An eight-day Community Building Project by The Timber Framers Guild has raised a barn at ClearWater Farm, an historic farm on the shores of Lake Simcoe in Georgina.
From Aug. 18-25, the new timber frame barn was built using traditional methods to honour the barn built 112 years ago on the property. That barn succumbed to fire two years ago but now, the new barn will become a multi-functional year-round resource for cultural programming, meetings and events.
Community Building Projects are the heart and soul of the Timber Framers Guild.
“The ClearWater Farm Barn is a traditional queen post barn frame similar to those found all across the countryside of Ontario”, says Rob Geoghegan-Morphet, the Project Manager.
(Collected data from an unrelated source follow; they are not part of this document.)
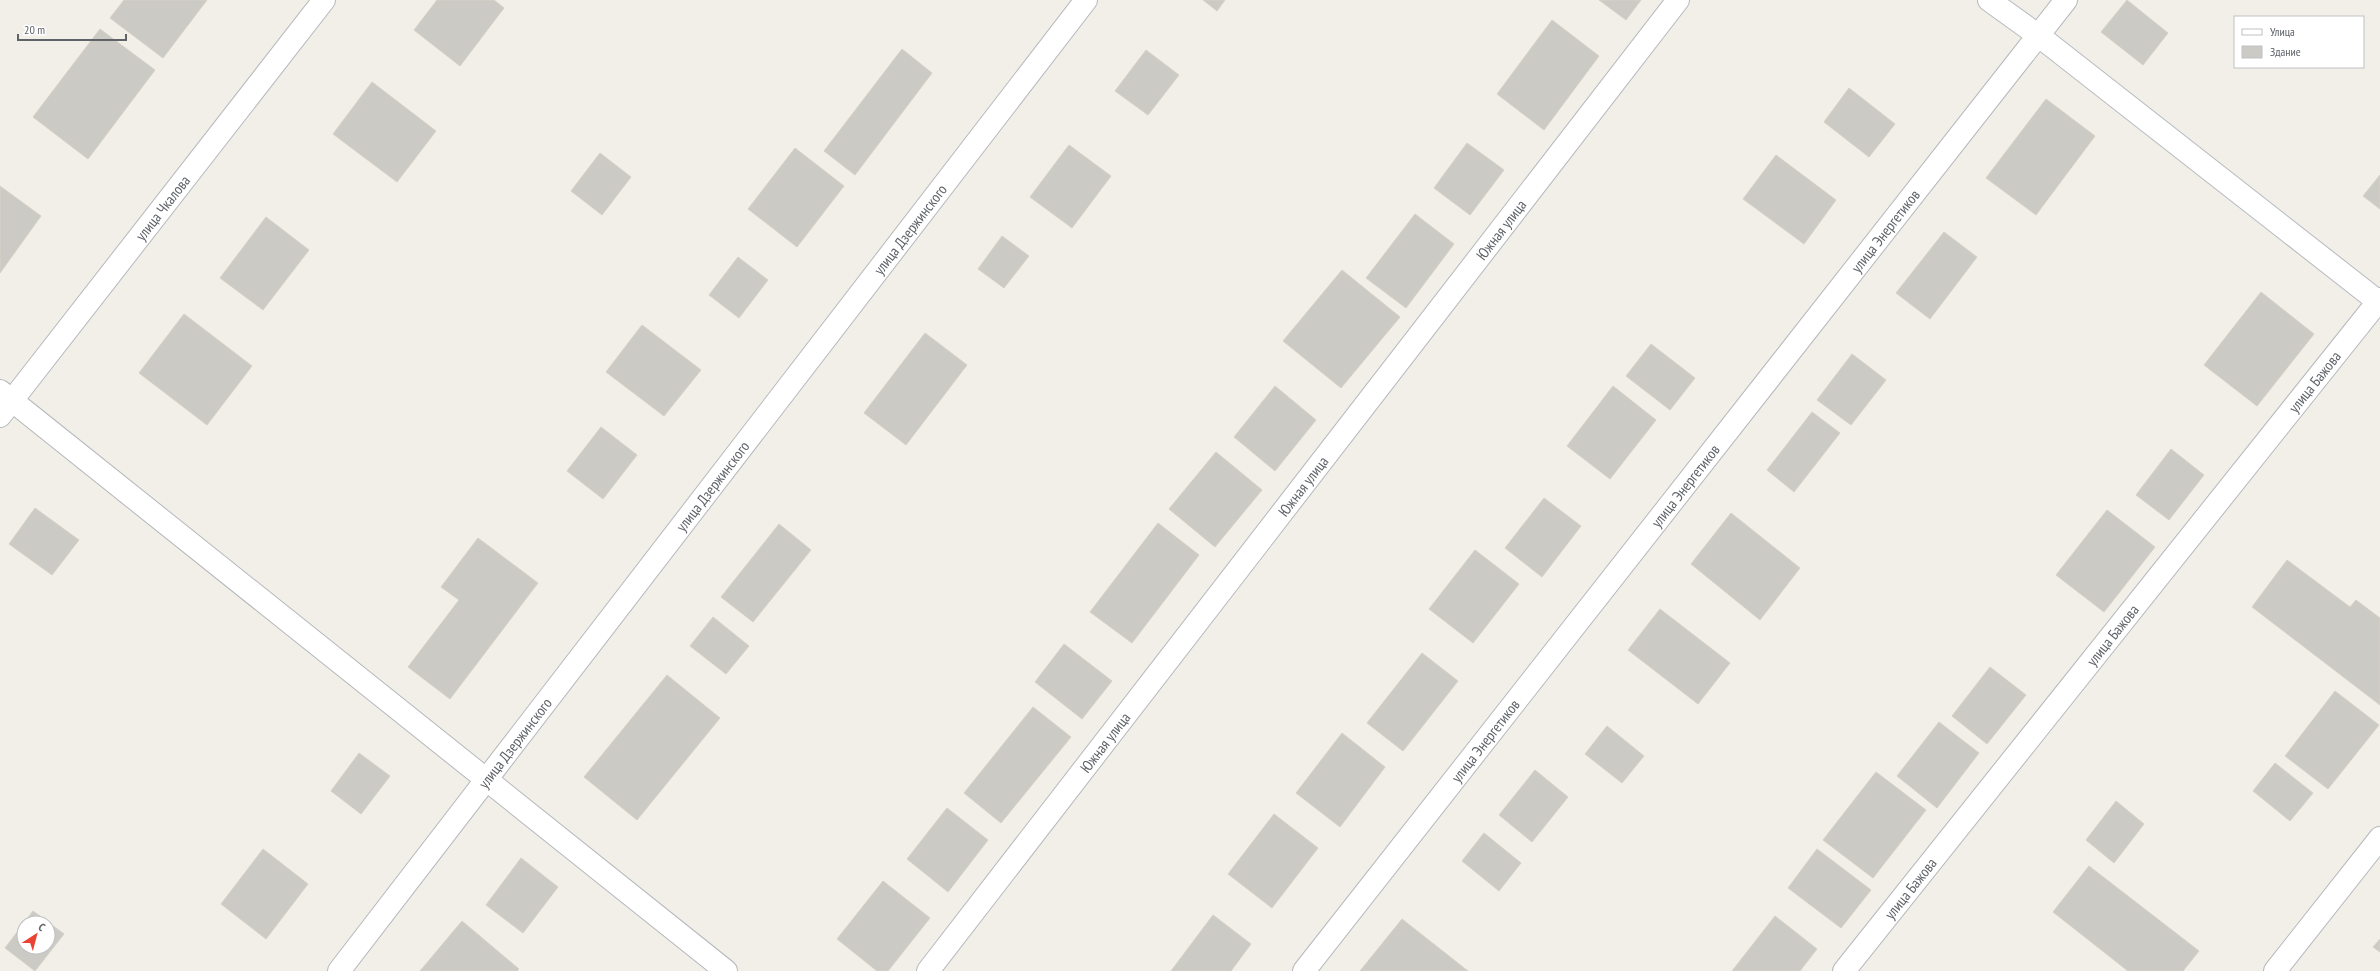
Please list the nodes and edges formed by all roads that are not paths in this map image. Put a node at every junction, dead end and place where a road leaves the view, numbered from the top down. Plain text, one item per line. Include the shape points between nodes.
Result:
1 (324, 0) edge
2 (1086, 0) edge
3 (1678, 0) edge
4 (1989, 0) edge
5 (2066, 0) edge
6 (2038, 36) junction
7 (2379, 301) edge
8 (4, 402) edge
9 (486, 779) junction
10 (2380, 838) edge
11 (339, 971) edge
12 (726, 971) edge
13 (928, 971) edge
14 (1304, 971) edge
15 (1844, 971) edge
16 (2275, 971) edge

1 - 8 street, улица Чкалова
2 - 9 street, улица Дзержинского
3 - 13 street, Южная улица
4 - 6 street
5 - 6 street, улица Энергетиков
6 - 7 street
6 - 14 street, улица Энергетиков
7 - 15 street, улица Бажова
8 - 9 street
9 - 11 street, улица Дзержинского
9 - 12 street
10 - 16 street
Over the span of a week, a team of instructors worked with many students and volunteers, a mix of local trades people, community volunteers and members of the Timber Framers Guild, to process approximately 16,000 board feet of Douglas Fir timbers to form and raise the structure.
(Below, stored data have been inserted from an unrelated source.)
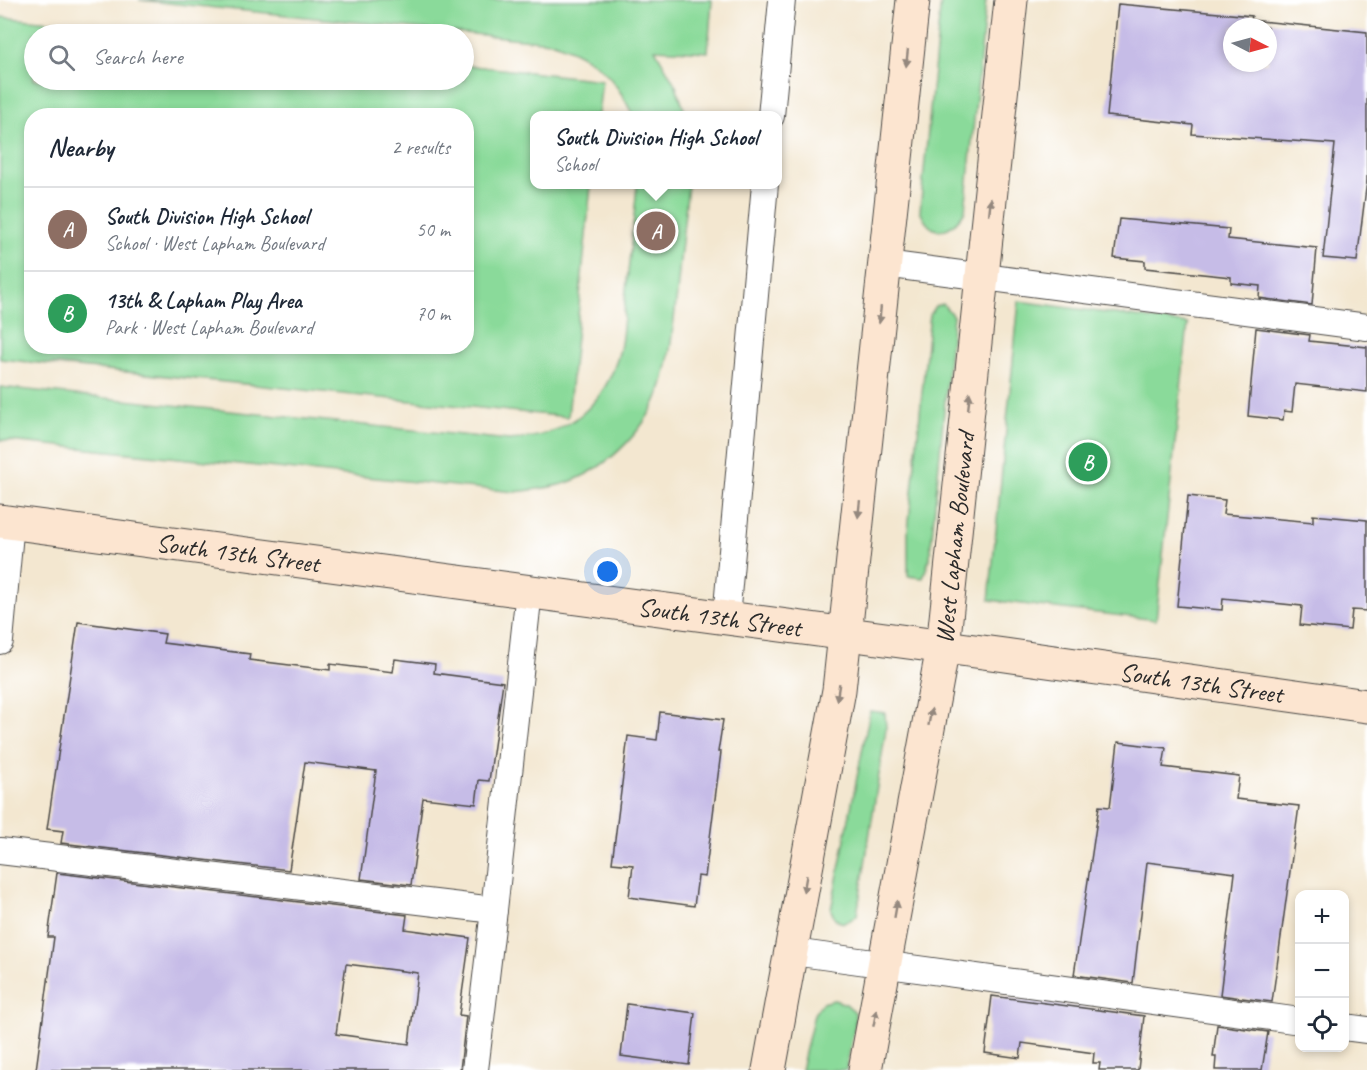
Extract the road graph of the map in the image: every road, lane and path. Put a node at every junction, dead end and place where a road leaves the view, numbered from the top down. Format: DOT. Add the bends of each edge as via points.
graph roads {
  1 [pos="782,0"];
  2 [pos="913,0"];
  3 [pos="1011,0"];
  4 [pos="771,111"];
  5 [pos="765,189"];
  6 [pos="885,264"];
  7 [pos="982,276"];
  8 [pos="1367,327"];
  9 [pos="6,521"];
  10 [pos="529,591"];
  11 [pos="726,618"];
  12 [pos="846,634"];
  13 [pos="0,641"];
  14 [pos="943,648"];
  15 [pos="1367,706"];
  16 [pos="0,851"];
  17 [pos="494,910"];
  18 [pos="793,952"];
  19 [pos="885,966"];
  20 [pos="1295,1020"];
  21 [pos="1349,1028"];
  22 [pos="1367,1030"];
  23 [pos="475,1070"];
  24 [pos="770,1070"];
  25 [pos="865,1070"];
  1 -- 4 [label="lane"];
  2 -- 6 [label="street, one-way"];
  7 -- 3 [label="street, West Lapham Boulevard, one-way"];
  5 -- 11 [label="lane"];
  6 -- 7 [label="lane"];
  6 -- 12 [label="street, one-way"];
  7 -- 8 [label="lane"];
  14 -- 7 [label="street, West Lapham Boulevard, one-way"];
  9 -- 10 [label="street, South 13th Street"];
  9 -- 13 [label="lane"];
  10 -- 11 [label="street, South 13th Street"];
  10 -- 17 [label="lane"];
  11 -- 12 [label="street, South 13th Street"];
  12 -- 14 [label="street, South 13th Street"];
  12 -- 18 [label="street, one-way"];
  14 -- 15 [label="street, South 13th Street"];
  19 -- 14 [label="street, West Lapham Boulevard, one-way"];
  16 -- 17 [label="lane"];
  17 -- 23 [label="lane"];
  18 -- 19 [label="lane"];
  18 -- 24 [label="street"];
  19 -- 20 [label="lane"];
  25 -- 19 [label="street, West Lapham Boulevard, one-way"];
  21 -- 22 [label="lane"];
}
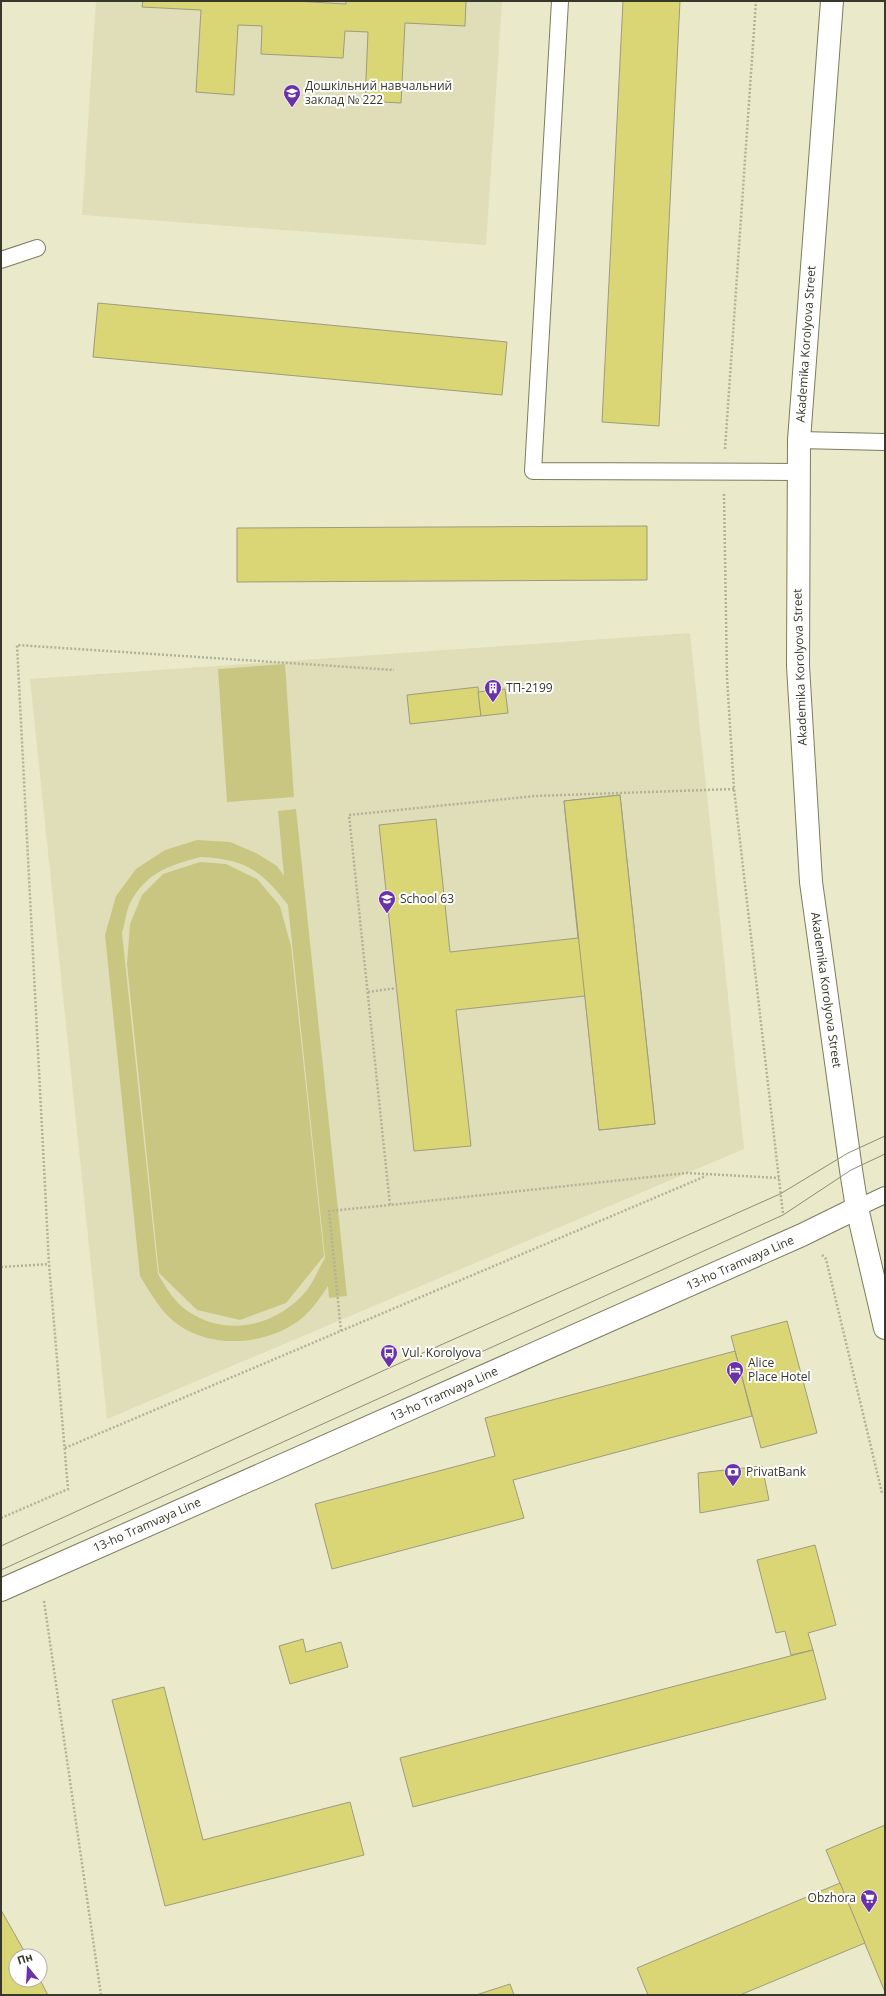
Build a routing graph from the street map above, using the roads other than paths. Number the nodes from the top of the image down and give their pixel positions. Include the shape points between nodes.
1 (560, 1) edge
2 (832, 1) edge
3 (37, 248) dead end
4 (1, 260) edge
5 (799, 440) junction
6 (885, 442) edge
7 (798, 472) junction
8 (885, 1195) edge
9 (857, 1208) junction
10 (885, 1328) edge
11 (1, 1590) edge

1 - 7 lane via 533,471
2 - 5 main road, Akademika Korolyova Street
3 - 4 lane
5 - 6 lane
5 - 7 main road, Akademika Korolyova Street
7 - 9 main road, Akademika Korolyova Street via 798,666 811,882
8 - 9 lane, 13-ho Tramvaya Line
9 - 10 main road, Akademika Korolyova Street
9 - 11 main road, 13-ho Tramvaya Line via 802,1235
Clear Water Farm – and the rebuilt barn— are being created as places where kids can grow closer to their food and feel more connected to nature.
Annabel Slaight, Founding Chair of the Ontario Water Centre, the educational charity spearheading the ClearWater project, says it was kids’ insights that led to the relationship with the Timber Framers Guild.
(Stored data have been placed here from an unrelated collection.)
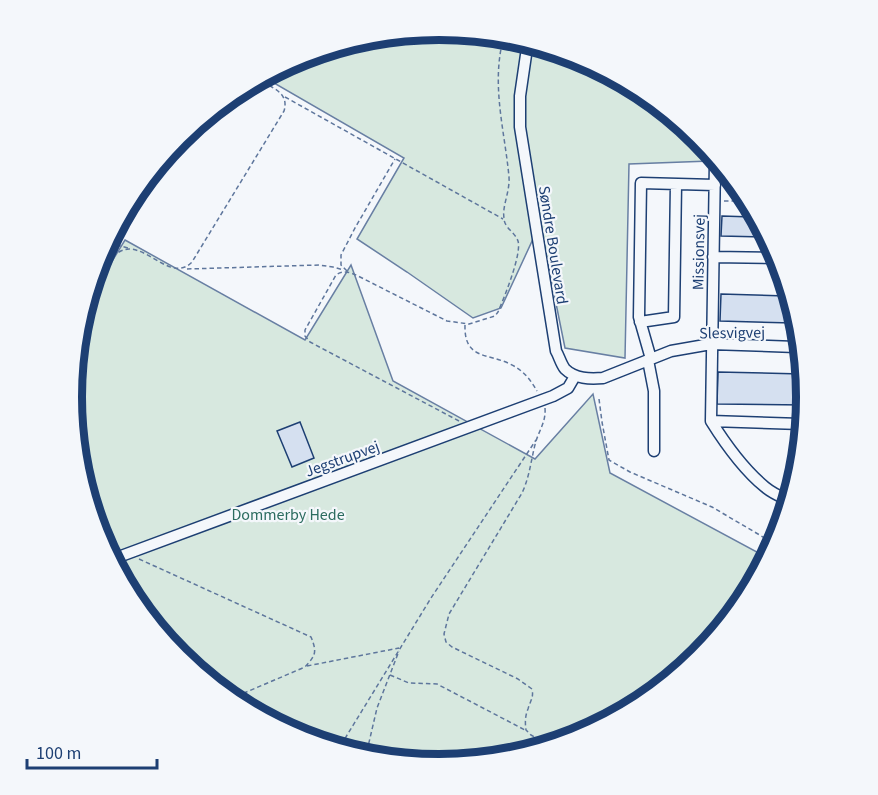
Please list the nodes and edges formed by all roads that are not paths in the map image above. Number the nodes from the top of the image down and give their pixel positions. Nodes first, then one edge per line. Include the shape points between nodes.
1 (526, 52) edge
2 (715, 172) edge
3 (676, 184) junction
4 (715, 185) junction
5 (713, 257) junction
6 (767, 258) edge
7 (640, 322) junction
8 (711, 344) junction
9 (792, 347) edge
10 (650, 359) junction
11 (575, 376) junction
12 (711, 421) junction
13 (795, 424) edge
14 (654, 451) dead end
15 (782, 497) edge
16 (120, 556) edge

1 - 11 lane, Søndre Boulevard via 520,127 556,351 563,368
2 - 4 lane, Missionsvej
3 - 4 lane
3 - 7 lane via 674,317
3 - 7 lane via 641,183
4 - 5 lane, Missionsvej
5 - 6 lane
5 - 8 lane, Missionsvej
7 - 10 lane
8 - 9 lane, Slesvigvej
8 - 10 lane, Slesvigvej
8 - 12 lane, Missionsvej
10 - 11 lane, Slesvigvej via 603,378
10 - 14 lane
11 - 16 lane, Jegstrupvej via 568,388 543,400
12 - 13 lane
12 - 15 lane via 743,466 767,489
“When you are building a place for kids you’ve got to involve kids, and they told us the new barn must keep old memories alive while becoming a place for people’s creativity. Our research led us to the Timber Framers‘ other Ontario project – the covered bridge in Guelph --and when we heard that community is still talking about their event 20 years later, we knew they could help us hold a barn-raising bee here that would build community as well as a building.”
The week of events showcased: Georgina’s 200th Anniversary on Aug. 28, the new barn, Georgina’s natural history, and the unique cultural connection that ClearWater Farm has with the Chippewas First Nations of Georgina Island.
Since 1988, the Timber Framers Guild has collaborated with communities to create over seventy-five timber frame structures. Throughout that time, they’ve worked in the US, Canada, Surinam and Poland and have built timber frames for bridges, market pavilions, picnic shelters, park structures and houses for Habitat for Humanity.
The Timber Framers Guild is a nonprofit organized exclusively for educational purposes to provide training programs for timber framers, disseminate information about timber framing to the public, and serve as a general centre of timber framing information for the professional and public alike.